Goldberg and Podhoretz Still Don’t Get It


Last night, journalist Jill Carroll issued a statement. Here’s is an excerpt:

I also gave a TV interview to the Iraqi Islamic Party shortly after my release. The party had promised me the interview would never be aired on television, and broke their word. At any rate, fearing retribution from my captors, I did not speak freely…

I want to be judged as a journalist, not as a hostage. I remain as committed as ever to fairness and accuracy–to discovering the truth–and so I will not engage in polemics. But let me be clear: I abhor all who kidnap and murder civilians, and my captors are clearly guilty of both crimes.

Jonah Goldberg and John Podhoretz of the National Review feel this statement somehow justifies their attacks on Carroll in the hours after her release. It doesn’.

As I explained before Carroll’s statement was released, future comments by Carroll “may not be completely consistent with what she said moments after being released” but “Carroll is the only one who know the facts.” (Goldberg falsely claims that ThinkProgress and others “took her initial statements at face value.”) The point was that, until the full story is revealed by Carroll, it is inappropriate for pundits like Goldberg and Podhoretz to attack her personally.

Goldberg and Podhoretz both suggested that Carroll was suffering from a mental disorder. (Goldberg: “maybe JPod’s right about Stockholm syndrome.”) Goldberg said that he was “getting a bad vibe” from Carroll and she was “really starting to bug me.” He followed up by asserting that her “moral center” was not “in good order” and she wasn’t “thinking clearly.”

Now Goldberg and Podhoretz think I should apologize to them for criticizing their remarks. I will not. (Podhoretz claims that my earlier call for him to apologize – which I stand by – damages “civil discourse.” Goldberg, to his credit, apologizes for suggesting she was a terrorist sympathizer.) The attacks on her mental state and her character were completely unjustified. Carroll’s statement only underscores that.

UPDATE: JPod responds:

…of ThinkProgress is, basically, unbelievably dishonest.
He writes the following: “Podhoretz… suggested that [Jill] Carroll was suffering from a mental disorder.” I never suggested any such thing. I said, correctly, that people would might think she was suffering from Stockholm Syndrome — which is not a mental disorder in any case, but a form of post-traumatic stress.
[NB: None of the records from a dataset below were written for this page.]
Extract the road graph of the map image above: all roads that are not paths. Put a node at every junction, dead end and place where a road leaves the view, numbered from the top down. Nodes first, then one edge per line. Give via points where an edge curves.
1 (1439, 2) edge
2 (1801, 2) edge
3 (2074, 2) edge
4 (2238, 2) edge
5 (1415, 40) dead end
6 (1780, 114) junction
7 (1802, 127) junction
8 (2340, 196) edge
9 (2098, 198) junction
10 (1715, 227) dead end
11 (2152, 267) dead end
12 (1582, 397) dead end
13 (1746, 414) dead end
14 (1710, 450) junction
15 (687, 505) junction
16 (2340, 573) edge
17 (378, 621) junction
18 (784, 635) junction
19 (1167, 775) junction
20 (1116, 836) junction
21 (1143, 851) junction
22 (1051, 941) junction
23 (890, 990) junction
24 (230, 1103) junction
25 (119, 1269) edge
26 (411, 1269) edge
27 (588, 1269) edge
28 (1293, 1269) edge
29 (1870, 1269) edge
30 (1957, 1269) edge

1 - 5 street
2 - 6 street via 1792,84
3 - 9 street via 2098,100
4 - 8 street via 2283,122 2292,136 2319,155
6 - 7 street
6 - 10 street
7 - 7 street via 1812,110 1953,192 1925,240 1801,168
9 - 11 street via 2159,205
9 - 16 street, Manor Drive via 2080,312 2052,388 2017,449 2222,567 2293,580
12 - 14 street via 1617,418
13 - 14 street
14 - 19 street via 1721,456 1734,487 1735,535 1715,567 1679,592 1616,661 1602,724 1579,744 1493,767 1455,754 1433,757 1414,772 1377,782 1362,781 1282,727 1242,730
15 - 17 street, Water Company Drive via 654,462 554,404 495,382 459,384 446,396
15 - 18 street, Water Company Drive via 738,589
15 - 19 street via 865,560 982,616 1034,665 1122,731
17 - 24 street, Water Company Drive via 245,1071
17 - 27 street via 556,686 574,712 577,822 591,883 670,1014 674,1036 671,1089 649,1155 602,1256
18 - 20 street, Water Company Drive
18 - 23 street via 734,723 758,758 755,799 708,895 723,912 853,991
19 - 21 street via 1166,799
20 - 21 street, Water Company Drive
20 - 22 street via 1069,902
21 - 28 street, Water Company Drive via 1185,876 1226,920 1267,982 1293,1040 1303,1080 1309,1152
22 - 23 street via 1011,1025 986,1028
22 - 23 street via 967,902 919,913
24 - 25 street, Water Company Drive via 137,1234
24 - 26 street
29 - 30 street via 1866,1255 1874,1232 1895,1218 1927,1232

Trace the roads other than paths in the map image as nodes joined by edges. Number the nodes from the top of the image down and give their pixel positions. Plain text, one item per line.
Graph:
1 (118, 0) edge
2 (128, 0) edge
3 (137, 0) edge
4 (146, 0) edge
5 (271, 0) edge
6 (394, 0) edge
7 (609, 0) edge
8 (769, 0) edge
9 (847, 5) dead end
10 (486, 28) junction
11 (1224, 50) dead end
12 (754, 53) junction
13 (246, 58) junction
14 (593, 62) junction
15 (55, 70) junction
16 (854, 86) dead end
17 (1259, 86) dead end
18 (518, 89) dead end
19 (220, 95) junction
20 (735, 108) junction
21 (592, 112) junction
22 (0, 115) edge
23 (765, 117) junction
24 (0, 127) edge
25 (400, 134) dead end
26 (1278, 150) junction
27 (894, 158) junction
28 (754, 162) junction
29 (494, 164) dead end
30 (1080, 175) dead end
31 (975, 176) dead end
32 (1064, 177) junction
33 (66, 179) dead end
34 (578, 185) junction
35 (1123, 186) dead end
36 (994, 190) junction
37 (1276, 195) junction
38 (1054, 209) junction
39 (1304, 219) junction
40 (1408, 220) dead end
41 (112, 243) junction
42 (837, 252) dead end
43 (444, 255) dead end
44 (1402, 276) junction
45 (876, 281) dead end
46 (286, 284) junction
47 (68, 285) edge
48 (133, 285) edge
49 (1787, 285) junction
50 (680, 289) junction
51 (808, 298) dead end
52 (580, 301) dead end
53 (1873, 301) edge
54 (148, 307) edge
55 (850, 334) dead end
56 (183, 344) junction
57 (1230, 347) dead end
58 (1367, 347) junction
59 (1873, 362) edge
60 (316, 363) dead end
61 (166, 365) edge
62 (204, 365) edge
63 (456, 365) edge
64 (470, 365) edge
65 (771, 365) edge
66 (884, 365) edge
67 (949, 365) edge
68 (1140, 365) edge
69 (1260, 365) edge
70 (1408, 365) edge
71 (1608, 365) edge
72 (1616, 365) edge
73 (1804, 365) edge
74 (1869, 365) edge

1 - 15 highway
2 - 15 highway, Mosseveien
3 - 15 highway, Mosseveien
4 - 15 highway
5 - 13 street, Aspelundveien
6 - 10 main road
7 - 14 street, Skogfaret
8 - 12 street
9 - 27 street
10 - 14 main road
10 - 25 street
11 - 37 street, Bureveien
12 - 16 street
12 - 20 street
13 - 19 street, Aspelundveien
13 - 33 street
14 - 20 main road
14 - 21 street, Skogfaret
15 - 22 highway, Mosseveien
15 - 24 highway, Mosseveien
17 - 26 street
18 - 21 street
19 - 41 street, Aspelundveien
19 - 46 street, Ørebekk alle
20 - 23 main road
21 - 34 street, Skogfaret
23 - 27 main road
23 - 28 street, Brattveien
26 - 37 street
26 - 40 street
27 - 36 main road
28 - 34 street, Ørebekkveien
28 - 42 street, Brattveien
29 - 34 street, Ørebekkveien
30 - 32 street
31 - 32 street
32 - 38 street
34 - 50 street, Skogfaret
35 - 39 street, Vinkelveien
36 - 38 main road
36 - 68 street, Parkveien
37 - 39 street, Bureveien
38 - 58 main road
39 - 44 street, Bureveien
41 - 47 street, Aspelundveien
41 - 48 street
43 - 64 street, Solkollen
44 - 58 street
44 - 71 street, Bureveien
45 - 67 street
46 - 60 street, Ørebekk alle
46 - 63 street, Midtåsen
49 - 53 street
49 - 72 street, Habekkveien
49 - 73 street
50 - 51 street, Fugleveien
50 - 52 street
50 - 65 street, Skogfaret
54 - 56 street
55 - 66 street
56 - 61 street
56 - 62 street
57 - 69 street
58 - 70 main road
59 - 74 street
Podhoretz said “[A]fter watching someone who was a hostage for three months say on television she was well-treated because she wasn’t beaten or killed”¦I expect there will be some Stockholm Syndrome talk in the coming days.” Podhoretz didn’t say Carroll had Stockholm syndrome but he clearly suggested it. (Jonah Goldberg understood that, writing a few hours later “maybe JPod’s right about Stockholm syndrome.”)

What’s incredibly dishonest is Podhoretz pretending, after it’s fairly clear the interview televised after her release was not evidence of Stockholm Syndrome, that his statement was purely about what other people might suggest.